The State party must ensure the effective implementation of all Covenant rights, in accordance with article 2 of the Covenant and including through independent and impartial courts of law operating in compliance with article 14.


(9)       While recognizing that there has been some progress in achieving equality for women in political and public life, the Committee remains concerned that the level of representation of women in Parliament and in senior positions in both the public and private sectors remains low.

 

The State party should undertake appropriate measures to give effect to its obligations under articles 3 and 26 so as to improve the representation of women in Parliament and in senior positions, in both the public and private sectors. The State party should consider the adoption of positive measures, including educational measures, to improve the status of women within the society.

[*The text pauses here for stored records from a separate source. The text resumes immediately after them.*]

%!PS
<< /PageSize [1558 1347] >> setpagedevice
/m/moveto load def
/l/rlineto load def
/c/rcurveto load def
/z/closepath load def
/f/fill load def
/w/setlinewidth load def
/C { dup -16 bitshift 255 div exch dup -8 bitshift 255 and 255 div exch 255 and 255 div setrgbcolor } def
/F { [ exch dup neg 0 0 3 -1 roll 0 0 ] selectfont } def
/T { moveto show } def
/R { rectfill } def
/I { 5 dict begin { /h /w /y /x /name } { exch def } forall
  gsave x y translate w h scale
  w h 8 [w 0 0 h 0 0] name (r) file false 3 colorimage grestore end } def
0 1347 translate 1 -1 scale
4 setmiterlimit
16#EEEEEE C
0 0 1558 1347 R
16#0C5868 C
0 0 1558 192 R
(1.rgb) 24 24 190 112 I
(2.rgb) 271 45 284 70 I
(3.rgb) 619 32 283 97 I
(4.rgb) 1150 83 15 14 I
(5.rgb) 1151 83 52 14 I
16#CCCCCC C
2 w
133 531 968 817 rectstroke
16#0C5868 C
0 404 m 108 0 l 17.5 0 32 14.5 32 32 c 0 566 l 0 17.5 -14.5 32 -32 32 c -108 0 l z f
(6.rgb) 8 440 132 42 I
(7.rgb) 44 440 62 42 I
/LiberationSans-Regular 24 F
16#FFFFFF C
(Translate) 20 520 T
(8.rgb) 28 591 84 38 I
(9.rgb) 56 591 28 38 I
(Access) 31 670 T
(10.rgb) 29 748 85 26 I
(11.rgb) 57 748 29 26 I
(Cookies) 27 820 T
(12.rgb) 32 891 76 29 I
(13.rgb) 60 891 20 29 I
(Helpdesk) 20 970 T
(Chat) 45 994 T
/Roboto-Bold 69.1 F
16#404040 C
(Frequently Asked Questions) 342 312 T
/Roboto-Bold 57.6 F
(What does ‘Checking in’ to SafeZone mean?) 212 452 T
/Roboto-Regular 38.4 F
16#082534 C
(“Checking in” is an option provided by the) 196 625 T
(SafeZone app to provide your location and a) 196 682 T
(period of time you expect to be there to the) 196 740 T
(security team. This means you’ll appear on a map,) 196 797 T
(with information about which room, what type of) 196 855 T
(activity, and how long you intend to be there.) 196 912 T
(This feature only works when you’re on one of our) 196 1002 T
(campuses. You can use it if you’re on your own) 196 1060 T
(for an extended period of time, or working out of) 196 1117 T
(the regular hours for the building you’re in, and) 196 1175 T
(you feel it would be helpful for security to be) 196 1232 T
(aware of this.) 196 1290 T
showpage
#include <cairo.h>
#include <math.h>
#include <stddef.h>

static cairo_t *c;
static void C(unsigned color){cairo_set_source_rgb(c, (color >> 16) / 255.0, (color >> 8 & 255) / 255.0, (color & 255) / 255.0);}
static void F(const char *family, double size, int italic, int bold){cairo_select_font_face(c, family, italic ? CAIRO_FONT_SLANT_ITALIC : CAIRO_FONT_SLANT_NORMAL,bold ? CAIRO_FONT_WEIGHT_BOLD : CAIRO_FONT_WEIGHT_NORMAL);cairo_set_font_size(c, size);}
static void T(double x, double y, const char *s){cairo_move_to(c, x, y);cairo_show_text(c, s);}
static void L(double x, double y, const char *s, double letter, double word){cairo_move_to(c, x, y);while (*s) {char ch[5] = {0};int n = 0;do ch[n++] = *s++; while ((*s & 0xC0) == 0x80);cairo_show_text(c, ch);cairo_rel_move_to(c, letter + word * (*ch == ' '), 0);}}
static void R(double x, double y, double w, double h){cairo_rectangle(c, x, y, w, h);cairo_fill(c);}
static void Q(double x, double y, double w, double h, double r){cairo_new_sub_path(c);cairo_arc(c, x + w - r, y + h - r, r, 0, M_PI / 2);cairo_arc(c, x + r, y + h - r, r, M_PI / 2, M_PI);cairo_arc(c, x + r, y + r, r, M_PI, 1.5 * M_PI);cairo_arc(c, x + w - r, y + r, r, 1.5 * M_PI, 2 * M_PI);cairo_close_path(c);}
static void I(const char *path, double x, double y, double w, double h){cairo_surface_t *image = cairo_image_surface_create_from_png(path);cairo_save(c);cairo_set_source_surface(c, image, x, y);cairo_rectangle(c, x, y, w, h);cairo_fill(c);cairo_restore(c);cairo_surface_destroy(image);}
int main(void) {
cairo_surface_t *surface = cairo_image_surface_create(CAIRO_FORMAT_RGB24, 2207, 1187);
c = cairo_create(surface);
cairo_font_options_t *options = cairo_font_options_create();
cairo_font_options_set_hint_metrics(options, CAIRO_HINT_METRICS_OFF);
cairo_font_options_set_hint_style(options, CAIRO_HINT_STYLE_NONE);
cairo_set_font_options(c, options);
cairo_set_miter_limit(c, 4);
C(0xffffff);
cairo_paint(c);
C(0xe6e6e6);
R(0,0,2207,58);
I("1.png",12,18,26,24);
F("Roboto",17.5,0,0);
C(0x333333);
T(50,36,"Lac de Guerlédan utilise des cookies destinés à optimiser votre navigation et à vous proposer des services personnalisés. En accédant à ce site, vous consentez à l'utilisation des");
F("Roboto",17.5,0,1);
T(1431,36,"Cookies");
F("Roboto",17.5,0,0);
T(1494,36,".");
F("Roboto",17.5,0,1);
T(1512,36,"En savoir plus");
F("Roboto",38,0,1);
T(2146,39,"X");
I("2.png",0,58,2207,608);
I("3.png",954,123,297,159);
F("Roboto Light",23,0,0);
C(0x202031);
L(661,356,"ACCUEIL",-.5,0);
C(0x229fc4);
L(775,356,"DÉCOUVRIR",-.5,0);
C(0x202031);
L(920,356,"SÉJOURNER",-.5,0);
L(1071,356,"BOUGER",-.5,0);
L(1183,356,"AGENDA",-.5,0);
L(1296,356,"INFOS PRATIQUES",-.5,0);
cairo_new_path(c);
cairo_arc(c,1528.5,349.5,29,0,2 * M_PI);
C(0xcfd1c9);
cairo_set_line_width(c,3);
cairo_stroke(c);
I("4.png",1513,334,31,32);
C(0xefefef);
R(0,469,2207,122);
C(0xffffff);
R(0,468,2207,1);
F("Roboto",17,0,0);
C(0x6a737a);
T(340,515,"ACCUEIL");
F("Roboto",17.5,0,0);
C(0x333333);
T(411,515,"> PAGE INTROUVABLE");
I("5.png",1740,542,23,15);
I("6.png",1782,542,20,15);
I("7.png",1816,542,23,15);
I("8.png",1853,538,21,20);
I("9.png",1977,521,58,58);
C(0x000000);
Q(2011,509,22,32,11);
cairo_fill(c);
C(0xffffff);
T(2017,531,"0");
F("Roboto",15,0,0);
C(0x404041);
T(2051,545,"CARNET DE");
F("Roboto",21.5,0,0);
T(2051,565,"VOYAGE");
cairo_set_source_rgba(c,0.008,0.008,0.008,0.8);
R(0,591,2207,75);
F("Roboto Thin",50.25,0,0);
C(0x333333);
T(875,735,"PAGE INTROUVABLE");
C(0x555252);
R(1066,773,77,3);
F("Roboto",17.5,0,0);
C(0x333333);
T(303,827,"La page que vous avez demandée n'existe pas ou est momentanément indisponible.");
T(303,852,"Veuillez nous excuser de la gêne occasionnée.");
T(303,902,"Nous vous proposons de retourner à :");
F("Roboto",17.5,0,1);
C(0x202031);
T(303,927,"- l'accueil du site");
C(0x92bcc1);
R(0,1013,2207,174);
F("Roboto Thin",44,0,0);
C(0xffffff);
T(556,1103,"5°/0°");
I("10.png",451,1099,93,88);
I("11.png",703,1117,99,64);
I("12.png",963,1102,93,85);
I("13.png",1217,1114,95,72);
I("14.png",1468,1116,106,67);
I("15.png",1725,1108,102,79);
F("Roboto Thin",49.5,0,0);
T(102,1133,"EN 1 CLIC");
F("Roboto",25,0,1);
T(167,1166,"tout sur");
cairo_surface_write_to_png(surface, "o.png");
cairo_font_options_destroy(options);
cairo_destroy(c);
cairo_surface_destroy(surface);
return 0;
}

(10)     The Committee notes with concern that domestic violence against women remains a problem in Ukraine.

 

The State party should take positive measures, including through enactment and implementation of adequate legislation and training of police officers and sensitization of the population, to protect women from domestic violence.


(11)     The Committee expresses concern that under the state of emergency, as envisaged in article 64 of the Constitution of Ukraine, the right to freedom of thought under article 34 of the Constitution and the right to freedom of religion could be restricted in a manner incompatible with the provisions of article 4 of the Covenant.

 

The State party must ensure that its framework for emergency powers during a state of emergency is compatible with article 4 of the Covenant, taking into account the Committee’s General Comment No. 29.


(12)     The Committee notes with concern that the Office of the Ombudsman is seriously under-resourced.

 

The State party should provide adequate human and material resources to the Office of the Ombudsman to enable it to carry out its work effectively.


(13)     The Committee is concerned about allegations of police harassment, particularly of the Roma minority and aliens.

 

The State party should take effective measures to eradicate all forms of police harassment, and set up an independent authority to investigate complaints against the police. It should take steps against those held responsible for such acts of harassment.


(14)     The Committee regrets that the delegation did not provide the requested information about measures taken to combat racism and anti-Semitic acts and publications, and about the situation of Jewish cemeteries confiscated under Nazi occupation.

 

The State party is requested to provide the information sought by the Committee by the deadline stipulated in paragraph 25 below. The State party should take effective measures to prevent and punish racist and anti-Semitic acts and inform the Committee by the deadline stipulated in paragraph 25.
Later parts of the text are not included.